Onward to Little Tokyo, a ghost of its former self, pre-1942, pre-Executive Order 9066, which unconstitutionally ripped just about everybody out of here, men, women, and children, and put them in concentration camps, without trial or even accusation of a crime, on some of the more unpleasant bits of American soil. Apparently it used to be about as big as Chinatown, but the residents had the great misfortune to be related to those bastards who bombed Pearl Harbor, and, even though the majority of them were citizens, born here, they were given a few days to throw away all their property and report to the bus station with one suitcase. Little Tokyo never recovered. It used to extend into large parts of what is now Skid Row, but now it huddles in about a dozen square blocks. They are not particularly nice blocks, either, though there is gentrification happening to the east, and there is the lovely Japanese American Museum, and a memorial to the 442nd Regimental Combat Team, the all-Nisei group that was the most highly decorated unit in the history of the US Army … fighting only Nazis in Europe, naturally. 21 Medal of Honor winners. Most regiments would be proud to have one Medal of Honor winner.
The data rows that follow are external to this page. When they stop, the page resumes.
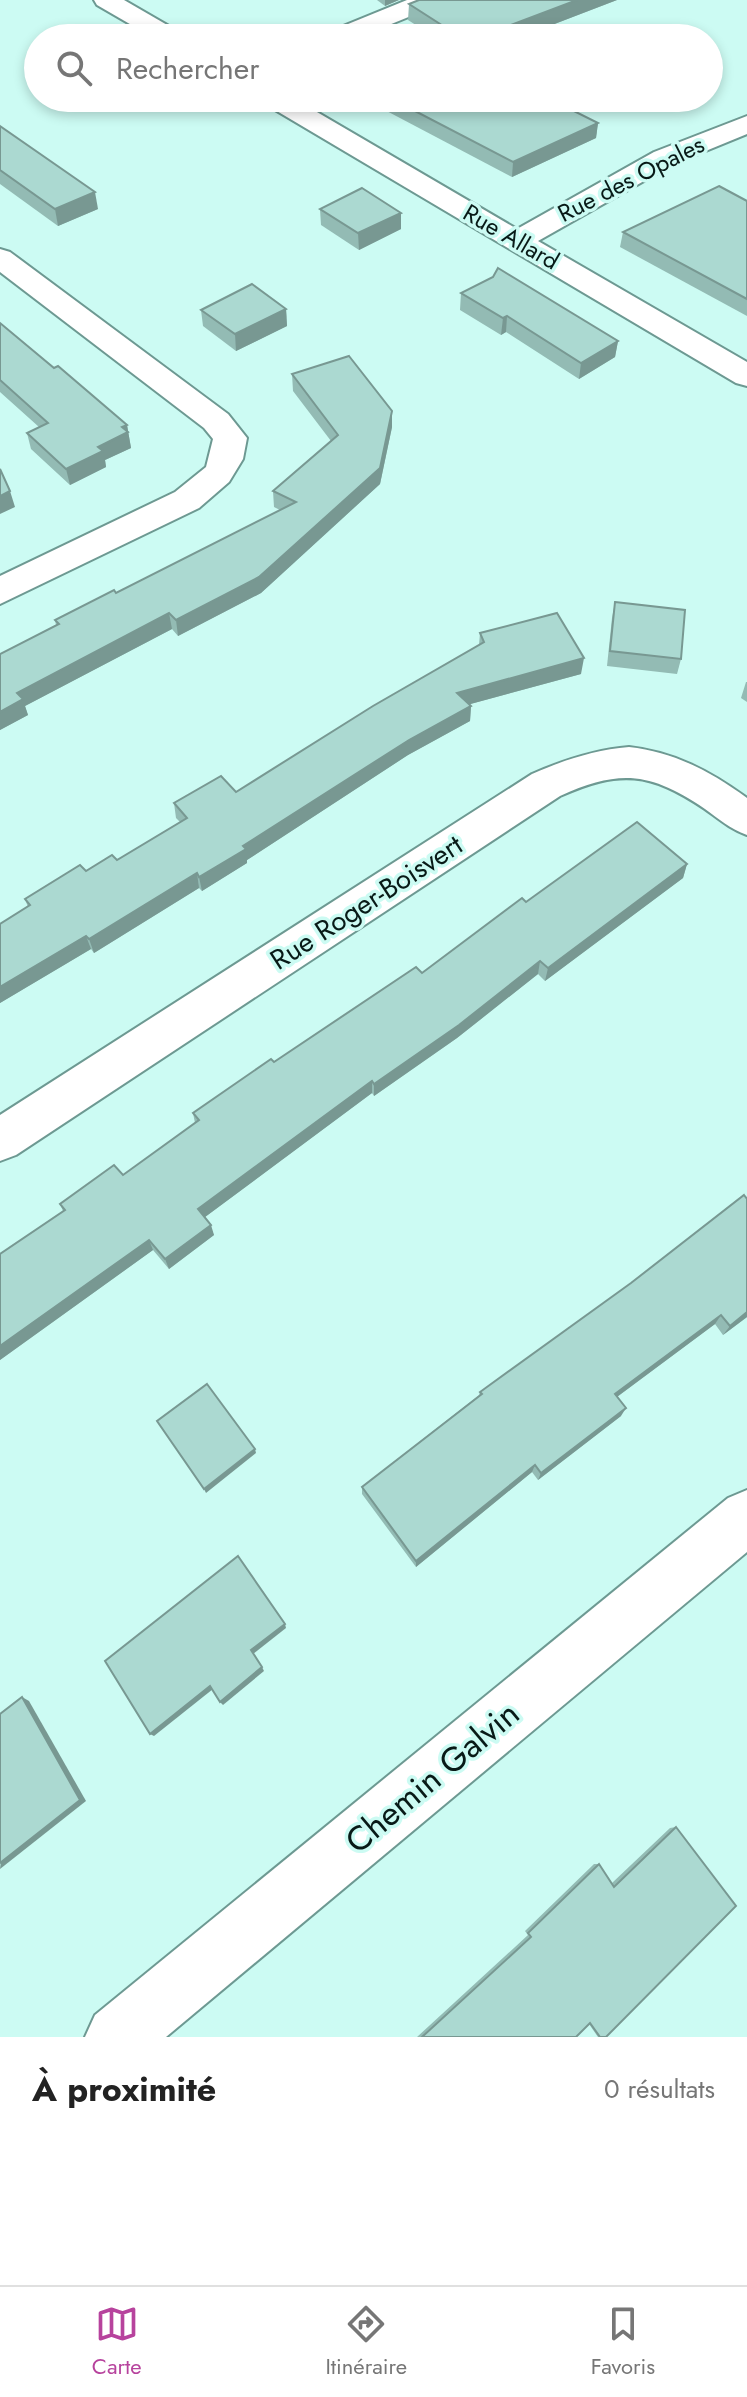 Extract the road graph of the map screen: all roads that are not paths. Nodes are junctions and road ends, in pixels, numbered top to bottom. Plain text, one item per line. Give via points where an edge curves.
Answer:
1 (106, 0) edge
2 (429, 0) edge
3 (148, 24) edge
4 (370, 24) edge
5 (298, 112) edge
6 (747, 124) edge
7 (518, 240) junction
8 (0, 258) edge
9 (747, 376) edge
10 (0, 591) edge
11 (747, 819) edge
12 (0, 1140) edge
13 (747, 1517) edge
14 (117, 2037) edge

1 - 3 street
2 - 4 street
5 - 7 street, Rue Allard
6 - 7 street, Rue des Opales via 664,158
7 - 9 street, Rue Allard
8 - 10 street via 216,421 230,438 228,461 213,482 187,500
11 - 12 street, Rue Roger-Boisvert via 669,768 610,762 576,770
13 - 14 street, Chemin Galvin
It’s a good place to get sushi. There are poignant quotes from internees embedded in the concrete sidewalks, lest we forget. Of course, it can’t happen again. No way. Imprisonment without trial, without charge, without a lawyer? This is America, we have habeas corpus, we have the Bill of Rights, we have the Supreme Court … what’s that? We don’t? Oh. Well, never mind. See you at Gitmo, Abdul.
By now I was into the more-dead-than-alive part of the walk, where it’s all I can do to set one foot in front of another. There wasn’t much to see, anyway, as we crossed the river on 1st Street, went north for a while on North Mission Road, and back across the river on Cesar Chavez. They’re widening the 1st Street Bridge, and Mission Road was uninteresting except for an El Pato Mexican food plant that permeated the air with the sharp but not-unpleasant smell of peppers.